Session Phonetic Psycholing. V:

Phonetic Psycholinguistics V: Phonological Variation

Type: oral
Chair: Andrea Weber
Date: Friday - August 10, 2007
Time: 13:20
Room: 6 (Black)

 

Phonetic Psycholing. V-1 Tracking perception of pronunciation variation by tracking looks to printed words: The case of word-final /t/
Holger Mitterer, Max Planck Institute for Psycholinguistics
James M. McQueen, Max Planck Institute for Psycholinguistics
Paper File
  We investigated perception of words with reduced word-final /t/ using an adapted eye-tracking paradigm. Dutch listeners followed spoken instructions to click on printed words which were accompanied on a computer screen by simple shapes (e.g., a circle). Targets were either above or next to their shapes, and the shapes uniquely identified the targets when the spoken forms were ambiguous between words with or without final /t/ (e.g., bult, bump, vs. bul, diploma). Analysis of listeners’ eye-movements revealed, in contrast to earlier results, that listeners use following segmental context when compensating for /t/-reduction. Reflecting that /t/-reduction is more likely to occur before bilabials, listeners were more likely to look at the /t/-final words if the next word’s first segment was bilabial. This result supports models of speech perception in which prelexical phonological processes use segmental context to modulate word recognition.
Phonetic Psycholing. V-2 Morphological encoding via phonological features: From phonetics to grammar
Mathias Scharinger, University of Konstanz
Aditi Lahiri, University of Konstanz
Henning Reetz, University of Frankfurt
Paper File
  What is the best way to account for phonetic surface variants resulting from a productive vowel alternation? How does the lexical representation of such vowels look like? This paper proposes a single representation for the present tense root vowel in German irregular (strong) verb forms which show an alternation between [a]/[ε] and [e]/[i] in the corresponding person/number realizations. The claim is that the alternating vowels do not have a place of articulation feature specification in their underlying form. Evidence for this feature-based approach comes from two crossmodal immediate repetition priming experiments which compare irregular (strong) with regular (weak) verbs. The latter do not have any root vowel alternations.
Phonetic Psycholing. V-3 A psychoacoustic basis for dissimilation: Evidence from Tangkhul Naga
Ryan K. Shosted, University of Illinois, Urbana-Champaign
Paper File
  The dissimilation of sequential aspirated obstruents is investigated in Tangkhul Naga.
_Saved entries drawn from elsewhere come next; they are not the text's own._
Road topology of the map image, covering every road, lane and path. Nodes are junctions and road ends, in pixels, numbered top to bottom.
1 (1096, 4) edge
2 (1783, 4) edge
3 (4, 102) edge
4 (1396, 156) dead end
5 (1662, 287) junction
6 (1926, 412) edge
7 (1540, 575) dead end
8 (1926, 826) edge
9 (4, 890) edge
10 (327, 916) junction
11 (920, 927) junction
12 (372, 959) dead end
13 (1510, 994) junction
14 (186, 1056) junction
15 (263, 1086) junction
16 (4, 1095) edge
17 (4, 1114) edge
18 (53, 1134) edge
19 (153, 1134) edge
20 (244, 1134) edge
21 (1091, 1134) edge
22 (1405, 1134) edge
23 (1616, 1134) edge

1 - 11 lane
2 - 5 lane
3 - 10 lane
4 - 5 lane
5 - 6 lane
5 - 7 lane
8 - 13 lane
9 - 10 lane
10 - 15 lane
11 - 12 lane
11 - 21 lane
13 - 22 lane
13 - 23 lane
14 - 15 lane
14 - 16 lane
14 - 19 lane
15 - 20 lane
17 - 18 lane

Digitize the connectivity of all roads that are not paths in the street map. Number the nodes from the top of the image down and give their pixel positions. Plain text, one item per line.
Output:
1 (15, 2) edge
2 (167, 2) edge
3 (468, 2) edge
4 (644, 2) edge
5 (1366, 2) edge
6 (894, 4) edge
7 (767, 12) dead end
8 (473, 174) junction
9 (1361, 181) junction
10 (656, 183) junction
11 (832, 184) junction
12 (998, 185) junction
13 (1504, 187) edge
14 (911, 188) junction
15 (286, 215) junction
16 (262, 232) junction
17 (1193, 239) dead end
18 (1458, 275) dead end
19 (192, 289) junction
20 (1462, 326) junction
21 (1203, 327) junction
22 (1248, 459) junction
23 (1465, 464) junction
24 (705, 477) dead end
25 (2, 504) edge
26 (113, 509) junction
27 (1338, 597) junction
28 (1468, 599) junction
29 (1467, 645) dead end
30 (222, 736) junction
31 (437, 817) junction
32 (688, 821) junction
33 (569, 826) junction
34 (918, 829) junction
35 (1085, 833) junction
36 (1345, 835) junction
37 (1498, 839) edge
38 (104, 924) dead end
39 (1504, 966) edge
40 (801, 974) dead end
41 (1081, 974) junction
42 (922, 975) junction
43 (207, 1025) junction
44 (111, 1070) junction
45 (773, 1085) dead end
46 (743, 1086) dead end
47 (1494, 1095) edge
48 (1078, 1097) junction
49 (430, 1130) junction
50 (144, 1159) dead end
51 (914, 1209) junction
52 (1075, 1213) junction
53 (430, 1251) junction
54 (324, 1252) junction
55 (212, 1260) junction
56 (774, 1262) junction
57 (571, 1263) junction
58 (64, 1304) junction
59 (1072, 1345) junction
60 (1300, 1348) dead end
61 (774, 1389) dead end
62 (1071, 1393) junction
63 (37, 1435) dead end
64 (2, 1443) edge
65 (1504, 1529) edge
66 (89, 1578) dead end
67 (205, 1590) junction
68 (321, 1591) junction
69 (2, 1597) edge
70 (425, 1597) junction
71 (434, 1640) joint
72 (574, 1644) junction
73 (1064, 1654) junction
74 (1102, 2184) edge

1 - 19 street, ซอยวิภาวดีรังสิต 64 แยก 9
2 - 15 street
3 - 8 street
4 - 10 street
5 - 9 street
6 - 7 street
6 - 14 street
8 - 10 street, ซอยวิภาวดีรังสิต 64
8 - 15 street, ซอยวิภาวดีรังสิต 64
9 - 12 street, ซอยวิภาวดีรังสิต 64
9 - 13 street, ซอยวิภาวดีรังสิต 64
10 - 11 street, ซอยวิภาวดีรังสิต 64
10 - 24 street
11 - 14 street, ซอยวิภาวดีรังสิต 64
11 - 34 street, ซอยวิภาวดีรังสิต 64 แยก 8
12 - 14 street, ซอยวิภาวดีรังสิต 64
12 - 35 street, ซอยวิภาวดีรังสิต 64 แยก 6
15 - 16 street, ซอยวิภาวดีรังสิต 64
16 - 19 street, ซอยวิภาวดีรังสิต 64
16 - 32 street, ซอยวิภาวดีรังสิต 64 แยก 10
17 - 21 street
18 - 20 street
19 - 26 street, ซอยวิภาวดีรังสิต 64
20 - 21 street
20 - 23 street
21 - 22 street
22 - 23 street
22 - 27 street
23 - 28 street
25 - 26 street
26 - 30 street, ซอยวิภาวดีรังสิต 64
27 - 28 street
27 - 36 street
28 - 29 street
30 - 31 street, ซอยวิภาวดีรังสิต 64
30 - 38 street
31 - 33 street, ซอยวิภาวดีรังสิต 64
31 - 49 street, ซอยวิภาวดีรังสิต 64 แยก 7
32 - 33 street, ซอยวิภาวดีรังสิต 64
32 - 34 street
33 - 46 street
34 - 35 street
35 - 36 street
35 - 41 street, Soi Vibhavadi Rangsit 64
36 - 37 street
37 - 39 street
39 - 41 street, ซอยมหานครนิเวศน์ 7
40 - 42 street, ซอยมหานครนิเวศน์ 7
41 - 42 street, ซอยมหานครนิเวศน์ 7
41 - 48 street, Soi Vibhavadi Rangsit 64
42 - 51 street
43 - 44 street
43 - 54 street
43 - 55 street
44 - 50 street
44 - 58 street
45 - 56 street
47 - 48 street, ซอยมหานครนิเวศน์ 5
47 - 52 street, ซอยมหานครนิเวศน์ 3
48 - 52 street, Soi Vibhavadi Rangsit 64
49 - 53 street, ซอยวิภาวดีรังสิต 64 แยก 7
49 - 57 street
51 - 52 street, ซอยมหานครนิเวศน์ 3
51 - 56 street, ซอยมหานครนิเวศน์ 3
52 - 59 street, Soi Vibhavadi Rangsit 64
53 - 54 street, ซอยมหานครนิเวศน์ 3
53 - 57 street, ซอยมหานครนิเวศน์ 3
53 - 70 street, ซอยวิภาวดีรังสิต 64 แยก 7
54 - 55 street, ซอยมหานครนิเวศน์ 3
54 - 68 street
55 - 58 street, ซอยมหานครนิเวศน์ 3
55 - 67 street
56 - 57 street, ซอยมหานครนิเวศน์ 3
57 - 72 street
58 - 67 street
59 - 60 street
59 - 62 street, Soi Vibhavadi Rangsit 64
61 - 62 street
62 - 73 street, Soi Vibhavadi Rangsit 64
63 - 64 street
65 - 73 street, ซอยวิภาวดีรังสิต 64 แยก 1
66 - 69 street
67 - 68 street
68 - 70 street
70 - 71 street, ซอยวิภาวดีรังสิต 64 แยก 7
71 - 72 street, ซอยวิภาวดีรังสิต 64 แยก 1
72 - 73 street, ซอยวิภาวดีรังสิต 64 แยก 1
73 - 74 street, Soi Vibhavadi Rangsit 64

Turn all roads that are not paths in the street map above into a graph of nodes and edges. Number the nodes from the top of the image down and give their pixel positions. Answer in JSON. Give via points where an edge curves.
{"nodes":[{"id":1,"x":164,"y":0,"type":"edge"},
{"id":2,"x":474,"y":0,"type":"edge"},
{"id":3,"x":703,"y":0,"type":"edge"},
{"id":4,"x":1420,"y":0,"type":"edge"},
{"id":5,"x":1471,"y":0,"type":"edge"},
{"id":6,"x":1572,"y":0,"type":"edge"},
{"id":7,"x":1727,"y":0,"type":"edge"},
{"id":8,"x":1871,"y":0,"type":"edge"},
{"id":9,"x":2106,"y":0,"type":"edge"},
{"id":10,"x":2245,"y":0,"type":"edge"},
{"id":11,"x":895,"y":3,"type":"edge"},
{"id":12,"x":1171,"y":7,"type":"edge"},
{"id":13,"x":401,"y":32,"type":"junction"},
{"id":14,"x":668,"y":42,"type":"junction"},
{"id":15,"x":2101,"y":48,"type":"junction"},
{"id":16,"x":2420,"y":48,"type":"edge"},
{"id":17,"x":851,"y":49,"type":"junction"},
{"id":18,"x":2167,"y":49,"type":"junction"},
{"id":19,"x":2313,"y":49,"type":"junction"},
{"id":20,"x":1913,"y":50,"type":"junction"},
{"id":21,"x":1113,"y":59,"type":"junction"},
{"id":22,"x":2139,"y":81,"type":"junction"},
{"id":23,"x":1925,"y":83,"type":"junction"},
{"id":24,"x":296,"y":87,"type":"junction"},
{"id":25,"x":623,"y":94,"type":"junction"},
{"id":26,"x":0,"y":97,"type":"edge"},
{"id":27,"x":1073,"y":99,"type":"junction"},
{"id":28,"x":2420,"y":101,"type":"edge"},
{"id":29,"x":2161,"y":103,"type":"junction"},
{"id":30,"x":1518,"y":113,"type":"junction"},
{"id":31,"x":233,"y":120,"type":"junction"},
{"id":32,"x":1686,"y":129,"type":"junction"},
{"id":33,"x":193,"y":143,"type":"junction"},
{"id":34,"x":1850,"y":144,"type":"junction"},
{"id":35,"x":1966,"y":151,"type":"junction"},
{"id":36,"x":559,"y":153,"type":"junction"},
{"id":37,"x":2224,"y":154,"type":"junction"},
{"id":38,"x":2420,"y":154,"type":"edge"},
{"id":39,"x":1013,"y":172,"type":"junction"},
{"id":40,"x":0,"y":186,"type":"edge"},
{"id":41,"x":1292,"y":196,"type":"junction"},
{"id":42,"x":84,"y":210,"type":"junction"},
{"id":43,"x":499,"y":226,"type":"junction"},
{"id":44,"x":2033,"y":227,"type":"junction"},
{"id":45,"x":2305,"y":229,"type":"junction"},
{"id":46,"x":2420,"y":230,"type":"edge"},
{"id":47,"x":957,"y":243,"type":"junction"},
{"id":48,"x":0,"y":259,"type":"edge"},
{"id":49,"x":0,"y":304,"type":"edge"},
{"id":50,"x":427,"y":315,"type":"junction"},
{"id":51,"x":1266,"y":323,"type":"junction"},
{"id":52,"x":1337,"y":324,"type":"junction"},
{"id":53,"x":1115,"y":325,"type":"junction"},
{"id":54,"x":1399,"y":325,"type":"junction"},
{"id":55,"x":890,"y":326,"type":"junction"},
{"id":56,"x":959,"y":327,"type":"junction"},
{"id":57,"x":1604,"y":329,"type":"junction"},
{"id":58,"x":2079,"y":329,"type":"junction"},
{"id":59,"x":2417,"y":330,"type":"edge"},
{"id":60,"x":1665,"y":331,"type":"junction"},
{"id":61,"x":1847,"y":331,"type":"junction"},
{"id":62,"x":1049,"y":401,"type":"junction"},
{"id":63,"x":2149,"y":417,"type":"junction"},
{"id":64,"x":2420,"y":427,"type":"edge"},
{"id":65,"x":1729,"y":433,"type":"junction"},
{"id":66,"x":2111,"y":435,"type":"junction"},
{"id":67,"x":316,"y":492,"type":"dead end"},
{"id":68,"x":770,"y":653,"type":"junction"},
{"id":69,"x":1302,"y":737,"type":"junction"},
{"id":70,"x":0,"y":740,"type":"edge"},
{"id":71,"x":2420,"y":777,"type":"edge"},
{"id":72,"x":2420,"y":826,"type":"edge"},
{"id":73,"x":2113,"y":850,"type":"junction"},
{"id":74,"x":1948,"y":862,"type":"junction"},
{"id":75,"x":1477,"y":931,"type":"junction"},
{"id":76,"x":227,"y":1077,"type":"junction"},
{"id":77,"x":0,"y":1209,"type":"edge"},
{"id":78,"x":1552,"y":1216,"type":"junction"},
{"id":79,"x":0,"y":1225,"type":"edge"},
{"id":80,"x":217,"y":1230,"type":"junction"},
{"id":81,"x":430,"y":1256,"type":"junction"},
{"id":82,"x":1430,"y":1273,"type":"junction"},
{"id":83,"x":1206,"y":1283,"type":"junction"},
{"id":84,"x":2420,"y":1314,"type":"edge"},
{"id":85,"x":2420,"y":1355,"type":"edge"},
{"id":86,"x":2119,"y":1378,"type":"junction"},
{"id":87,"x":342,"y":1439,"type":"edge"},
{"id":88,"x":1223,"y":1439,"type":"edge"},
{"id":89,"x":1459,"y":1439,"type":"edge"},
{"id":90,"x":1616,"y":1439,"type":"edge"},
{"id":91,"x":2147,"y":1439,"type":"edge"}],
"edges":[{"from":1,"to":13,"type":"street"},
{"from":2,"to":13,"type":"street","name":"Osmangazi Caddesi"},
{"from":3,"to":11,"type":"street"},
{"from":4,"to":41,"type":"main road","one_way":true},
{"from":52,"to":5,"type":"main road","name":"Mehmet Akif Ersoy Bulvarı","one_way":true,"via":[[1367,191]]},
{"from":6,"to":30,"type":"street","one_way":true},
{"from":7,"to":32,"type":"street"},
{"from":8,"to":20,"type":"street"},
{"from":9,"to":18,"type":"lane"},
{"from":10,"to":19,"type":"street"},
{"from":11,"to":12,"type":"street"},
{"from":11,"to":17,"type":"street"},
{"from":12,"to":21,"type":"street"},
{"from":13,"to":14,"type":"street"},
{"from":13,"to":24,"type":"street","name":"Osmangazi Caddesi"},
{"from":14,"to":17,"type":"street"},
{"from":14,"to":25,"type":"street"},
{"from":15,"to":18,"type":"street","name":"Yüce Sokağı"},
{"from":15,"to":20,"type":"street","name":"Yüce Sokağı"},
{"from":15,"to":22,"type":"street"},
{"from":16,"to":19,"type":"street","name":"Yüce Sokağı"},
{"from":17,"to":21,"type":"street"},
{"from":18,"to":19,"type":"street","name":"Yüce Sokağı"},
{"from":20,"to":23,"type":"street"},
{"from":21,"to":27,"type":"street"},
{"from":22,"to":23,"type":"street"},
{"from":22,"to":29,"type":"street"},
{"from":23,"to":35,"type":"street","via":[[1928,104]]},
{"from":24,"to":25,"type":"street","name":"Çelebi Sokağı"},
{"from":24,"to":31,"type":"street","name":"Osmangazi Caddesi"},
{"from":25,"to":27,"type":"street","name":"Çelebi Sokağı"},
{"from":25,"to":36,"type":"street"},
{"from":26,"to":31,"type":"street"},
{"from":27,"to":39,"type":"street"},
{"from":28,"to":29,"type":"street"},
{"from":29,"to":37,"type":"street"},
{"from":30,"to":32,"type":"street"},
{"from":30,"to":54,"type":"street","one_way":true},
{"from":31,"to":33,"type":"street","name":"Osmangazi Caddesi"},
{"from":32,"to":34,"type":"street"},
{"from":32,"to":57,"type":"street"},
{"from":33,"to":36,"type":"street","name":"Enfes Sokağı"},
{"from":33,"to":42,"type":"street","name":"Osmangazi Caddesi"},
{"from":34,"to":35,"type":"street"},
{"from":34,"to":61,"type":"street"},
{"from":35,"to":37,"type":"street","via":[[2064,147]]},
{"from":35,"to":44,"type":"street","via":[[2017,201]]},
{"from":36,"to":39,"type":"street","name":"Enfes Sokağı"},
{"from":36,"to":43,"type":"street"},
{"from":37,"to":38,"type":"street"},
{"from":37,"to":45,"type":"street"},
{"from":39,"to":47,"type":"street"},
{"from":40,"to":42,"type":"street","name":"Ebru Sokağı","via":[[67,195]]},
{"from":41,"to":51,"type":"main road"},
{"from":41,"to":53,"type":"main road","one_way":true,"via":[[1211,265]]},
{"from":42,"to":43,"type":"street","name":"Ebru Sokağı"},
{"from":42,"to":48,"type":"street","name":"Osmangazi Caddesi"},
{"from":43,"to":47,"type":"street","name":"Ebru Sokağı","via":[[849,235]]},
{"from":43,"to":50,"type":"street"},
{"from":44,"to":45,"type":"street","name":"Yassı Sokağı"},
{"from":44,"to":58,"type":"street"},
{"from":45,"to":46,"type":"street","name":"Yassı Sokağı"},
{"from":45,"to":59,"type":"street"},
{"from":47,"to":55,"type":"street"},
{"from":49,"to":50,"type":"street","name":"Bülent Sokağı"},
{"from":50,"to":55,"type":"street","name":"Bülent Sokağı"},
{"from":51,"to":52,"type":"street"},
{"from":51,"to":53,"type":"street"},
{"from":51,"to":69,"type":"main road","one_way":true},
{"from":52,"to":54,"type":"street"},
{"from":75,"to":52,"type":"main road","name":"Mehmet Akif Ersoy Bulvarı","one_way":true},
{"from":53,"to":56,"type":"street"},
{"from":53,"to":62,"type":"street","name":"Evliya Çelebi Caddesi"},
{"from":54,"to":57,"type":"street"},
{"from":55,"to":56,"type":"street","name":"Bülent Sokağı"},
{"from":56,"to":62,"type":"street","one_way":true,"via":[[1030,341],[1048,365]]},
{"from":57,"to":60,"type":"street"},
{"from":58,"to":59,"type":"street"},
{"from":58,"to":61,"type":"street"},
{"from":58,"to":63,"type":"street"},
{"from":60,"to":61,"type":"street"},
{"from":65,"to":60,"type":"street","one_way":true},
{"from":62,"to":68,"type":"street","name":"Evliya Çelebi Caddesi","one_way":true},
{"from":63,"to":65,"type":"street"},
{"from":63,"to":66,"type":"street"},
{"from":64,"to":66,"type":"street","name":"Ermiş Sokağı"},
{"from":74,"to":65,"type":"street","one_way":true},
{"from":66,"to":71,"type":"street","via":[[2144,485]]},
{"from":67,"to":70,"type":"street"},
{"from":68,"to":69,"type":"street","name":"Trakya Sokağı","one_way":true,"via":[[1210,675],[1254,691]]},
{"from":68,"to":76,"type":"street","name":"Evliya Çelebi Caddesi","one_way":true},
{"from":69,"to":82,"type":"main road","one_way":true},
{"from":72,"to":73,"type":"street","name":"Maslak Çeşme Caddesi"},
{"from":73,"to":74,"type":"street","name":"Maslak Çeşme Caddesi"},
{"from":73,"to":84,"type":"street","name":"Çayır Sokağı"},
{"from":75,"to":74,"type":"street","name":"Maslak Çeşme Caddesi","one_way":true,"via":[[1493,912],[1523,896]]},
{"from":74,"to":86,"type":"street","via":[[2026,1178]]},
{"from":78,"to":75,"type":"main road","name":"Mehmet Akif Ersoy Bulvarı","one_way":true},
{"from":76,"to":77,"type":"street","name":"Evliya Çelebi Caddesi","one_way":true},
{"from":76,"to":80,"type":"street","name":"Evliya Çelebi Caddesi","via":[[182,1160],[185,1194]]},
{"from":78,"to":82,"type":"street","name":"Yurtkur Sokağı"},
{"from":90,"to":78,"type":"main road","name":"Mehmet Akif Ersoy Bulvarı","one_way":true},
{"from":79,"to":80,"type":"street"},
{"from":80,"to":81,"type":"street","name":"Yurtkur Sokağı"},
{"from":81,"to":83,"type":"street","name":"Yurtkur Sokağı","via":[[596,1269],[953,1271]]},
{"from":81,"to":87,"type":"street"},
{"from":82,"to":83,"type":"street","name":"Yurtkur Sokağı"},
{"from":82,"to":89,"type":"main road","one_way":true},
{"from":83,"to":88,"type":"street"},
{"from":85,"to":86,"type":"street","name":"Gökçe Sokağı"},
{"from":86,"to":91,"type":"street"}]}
Acoustic, aerodynamic, and perceptual data were gathered to understand the alternation between aspirated and unaspirated prefixes in the verbal morphology of the language. Production data confirm that prefix onsets are aspirated only when the onset of the following syllable is sonorous. Two prefixes may occur in sequence. The traditional account predicts that the first of these will be unaspirated because it precedes an obstruent, not a sonorant. This is confirmed in the production data. However, perceptual data suggest that speakers of the language tend to hear an aspirated consonant in this position. This strengthens the claim that processing of repeated items is difficult and perhaps dispreferred–a psychoacoustic explanation for phenomena such as Grassmann’s Law. This dissimilation pattern is still only perceptual in Tangkhul, but variation in production suggests dissimilation may be emerging at the production level also.